Burmese politician of Kachin descent

Tu Hkawng (တူးခေါင်), also known as Hkalen Tu Hkawng, is a Kachin botanist, independent researcher, pastor and politician.

==Early life and education==
Tu Hkawng was born into Hkalen Duwa family of Jinghpaw tribal group in Hkalen Ga, Kachin State. After his father's retirement from First Kachin Rifle (Katha), the family settled in Mayan Village, Moegaung Township. When his father was accused of food supply to KIA and was imprisoned in Myitkyina Prison, they too moved to Myitkyina.

In 1988, when he was a university student, he served as a secretary of Kachin Literature and Culture Committee and led to publish the annual issue of Kachin Magazine in Kachin language. He completed his bachelor's degree in botany from Myitkyina Degree College under Mandalay University.

After receiving a degree of Master of Divinity from the Myanmar Institute of Theology (MIT), Insein, he served as a pastor, youth director and general secretary at the Shatapru Baptist Church.

==Political career==
Tu Hkawng has been opposing 2008 constitution and conducting awareness trainings for young people since 2007 and thus was on the watch list of Bureau of Special Investigation (Myanmar).
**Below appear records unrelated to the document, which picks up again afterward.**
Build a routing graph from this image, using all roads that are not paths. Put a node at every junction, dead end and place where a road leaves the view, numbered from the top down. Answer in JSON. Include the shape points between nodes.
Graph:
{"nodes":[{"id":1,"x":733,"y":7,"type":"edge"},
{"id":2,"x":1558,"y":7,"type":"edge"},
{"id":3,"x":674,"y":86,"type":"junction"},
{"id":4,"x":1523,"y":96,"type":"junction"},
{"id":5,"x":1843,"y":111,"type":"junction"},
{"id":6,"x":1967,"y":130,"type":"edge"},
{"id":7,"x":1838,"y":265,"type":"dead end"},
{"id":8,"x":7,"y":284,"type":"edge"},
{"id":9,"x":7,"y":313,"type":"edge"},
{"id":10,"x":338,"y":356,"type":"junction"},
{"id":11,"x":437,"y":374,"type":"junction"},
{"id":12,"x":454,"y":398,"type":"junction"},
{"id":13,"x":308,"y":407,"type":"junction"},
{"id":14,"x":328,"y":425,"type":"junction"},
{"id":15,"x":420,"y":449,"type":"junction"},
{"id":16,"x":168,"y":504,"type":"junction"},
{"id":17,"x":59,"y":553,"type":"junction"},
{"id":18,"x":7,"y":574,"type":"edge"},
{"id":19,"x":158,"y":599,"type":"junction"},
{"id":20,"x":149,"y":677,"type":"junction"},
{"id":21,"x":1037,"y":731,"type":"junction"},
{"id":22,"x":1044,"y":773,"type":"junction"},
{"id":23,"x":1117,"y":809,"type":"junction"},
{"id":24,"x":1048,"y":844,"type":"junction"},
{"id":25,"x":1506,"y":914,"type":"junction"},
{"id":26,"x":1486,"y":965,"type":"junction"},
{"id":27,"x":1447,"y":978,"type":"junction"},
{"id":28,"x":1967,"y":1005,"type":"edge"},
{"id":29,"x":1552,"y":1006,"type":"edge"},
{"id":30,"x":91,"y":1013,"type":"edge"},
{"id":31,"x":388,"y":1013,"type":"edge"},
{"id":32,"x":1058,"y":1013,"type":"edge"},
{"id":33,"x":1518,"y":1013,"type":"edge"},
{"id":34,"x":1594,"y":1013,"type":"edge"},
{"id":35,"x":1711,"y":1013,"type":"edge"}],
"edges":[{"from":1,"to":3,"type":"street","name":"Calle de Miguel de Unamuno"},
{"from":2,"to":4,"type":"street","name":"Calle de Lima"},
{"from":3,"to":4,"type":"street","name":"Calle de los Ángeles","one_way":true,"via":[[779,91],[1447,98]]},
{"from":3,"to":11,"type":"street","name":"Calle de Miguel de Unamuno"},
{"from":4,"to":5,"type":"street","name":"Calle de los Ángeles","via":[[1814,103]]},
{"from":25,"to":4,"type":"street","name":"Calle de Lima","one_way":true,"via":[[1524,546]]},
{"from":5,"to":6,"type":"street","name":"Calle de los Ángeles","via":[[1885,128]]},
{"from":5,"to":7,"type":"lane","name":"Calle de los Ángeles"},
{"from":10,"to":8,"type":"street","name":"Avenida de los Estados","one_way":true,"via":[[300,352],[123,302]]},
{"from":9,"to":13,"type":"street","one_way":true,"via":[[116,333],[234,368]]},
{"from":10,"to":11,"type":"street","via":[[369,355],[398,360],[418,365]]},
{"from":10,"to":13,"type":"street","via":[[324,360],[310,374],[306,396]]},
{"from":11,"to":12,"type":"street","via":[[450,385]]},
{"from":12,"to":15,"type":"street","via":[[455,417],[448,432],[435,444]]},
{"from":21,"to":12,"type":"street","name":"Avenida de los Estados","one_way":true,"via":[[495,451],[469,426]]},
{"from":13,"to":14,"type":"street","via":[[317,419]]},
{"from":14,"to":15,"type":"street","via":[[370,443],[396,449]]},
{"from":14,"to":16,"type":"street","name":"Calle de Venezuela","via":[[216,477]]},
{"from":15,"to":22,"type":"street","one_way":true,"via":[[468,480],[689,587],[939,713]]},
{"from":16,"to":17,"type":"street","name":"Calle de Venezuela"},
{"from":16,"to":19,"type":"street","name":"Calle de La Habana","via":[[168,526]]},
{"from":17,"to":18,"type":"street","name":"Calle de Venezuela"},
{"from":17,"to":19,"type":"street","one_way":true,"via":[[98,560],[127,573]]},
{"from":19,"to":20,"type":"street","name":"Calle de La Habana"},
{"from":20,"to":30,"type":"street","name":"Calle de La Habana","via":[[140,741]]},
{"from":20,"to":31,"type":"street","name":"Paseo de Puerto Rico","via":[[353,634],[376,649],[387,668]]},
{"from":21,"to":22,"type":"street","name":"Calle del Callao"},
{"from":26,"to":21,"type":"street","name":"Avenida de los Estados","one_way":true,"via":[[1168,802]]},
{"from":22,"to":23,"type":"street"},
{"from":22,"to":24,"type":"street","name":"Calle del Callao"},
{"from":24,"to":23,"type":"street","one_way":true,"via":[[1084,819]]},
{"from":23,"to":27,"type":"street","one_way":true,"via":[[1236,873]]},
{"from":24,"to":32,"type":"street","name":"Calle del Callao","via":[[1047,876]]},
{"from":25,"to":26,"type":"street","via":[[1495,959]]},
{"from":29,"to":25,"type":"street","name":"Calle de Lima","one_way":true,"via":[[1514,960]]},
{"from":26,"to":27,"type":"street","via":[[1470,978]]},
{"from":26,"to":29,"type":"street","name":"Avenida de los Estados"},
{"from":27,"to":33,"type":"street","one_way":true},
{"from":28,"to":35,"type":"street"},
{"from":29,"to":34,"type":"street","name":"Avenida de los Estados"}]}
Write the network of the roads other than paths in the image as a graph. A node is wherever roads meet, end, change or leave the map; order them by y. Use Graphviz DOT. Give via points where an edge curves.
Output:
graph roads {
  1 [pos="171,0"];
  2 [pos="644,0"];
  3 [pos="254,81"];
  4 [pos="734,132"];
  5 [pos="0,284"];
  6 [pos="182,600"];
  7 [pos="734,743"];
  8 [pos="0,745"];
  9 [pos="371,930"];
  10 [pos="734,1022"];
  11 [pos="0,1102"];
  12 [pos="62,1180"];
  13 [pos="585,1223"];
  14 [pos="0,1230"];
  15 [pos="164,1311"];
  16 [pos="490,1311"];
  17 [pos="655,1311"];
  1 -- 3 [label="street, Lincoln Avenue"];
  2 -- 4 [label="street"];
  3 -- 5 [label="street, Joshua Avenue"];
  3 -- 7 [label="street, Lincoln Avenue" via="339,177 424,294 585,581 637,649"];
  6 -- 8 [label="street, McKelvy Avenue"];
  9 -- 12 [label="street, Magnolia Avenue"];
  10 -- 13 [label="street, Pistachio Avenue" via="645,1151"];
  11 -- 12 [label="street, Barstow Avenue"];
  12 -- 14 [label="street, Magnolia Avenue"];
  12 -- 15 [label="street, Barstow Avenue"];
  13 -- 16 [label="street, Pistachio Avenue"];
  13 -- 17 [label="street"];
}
Flee to Thailand in the early 2010s, he got Master of Rural Development Management (MRDM) and continue his study in social science as a PhD candidate at Khon Kaen University. He participated as a research presenter for Myanmar Democratization and Prospect Ethnic States at the International Geographical Union (IGU2013) Regional Conference in Kyoto in 2013. He also served as a member of Federal Guiding Principle Taskforce in Ethnic Armed Organizations (EAOs), and
part-time lecturer for Issues in Federal and Peace, as well as in Community Development.

In 2017, he joined the Doctor of Ministry Program, which is jointly organized by MIT and Central Baptist Theological Seminary in Kansas, USA, and got the doctoral degree in Peace Studies in 2019.

Tu Hkawng was a liaison officer for Media and a member of Think Tank Group at Kachin Political Interim Coordination Team (KPICT), recently formed on 15 March 2021.

When the National Unity Government of Myanmar was formed on 16 April 2021, he was assigned as the union minister for the Ministry of Natural Resources and Environmental Conservation.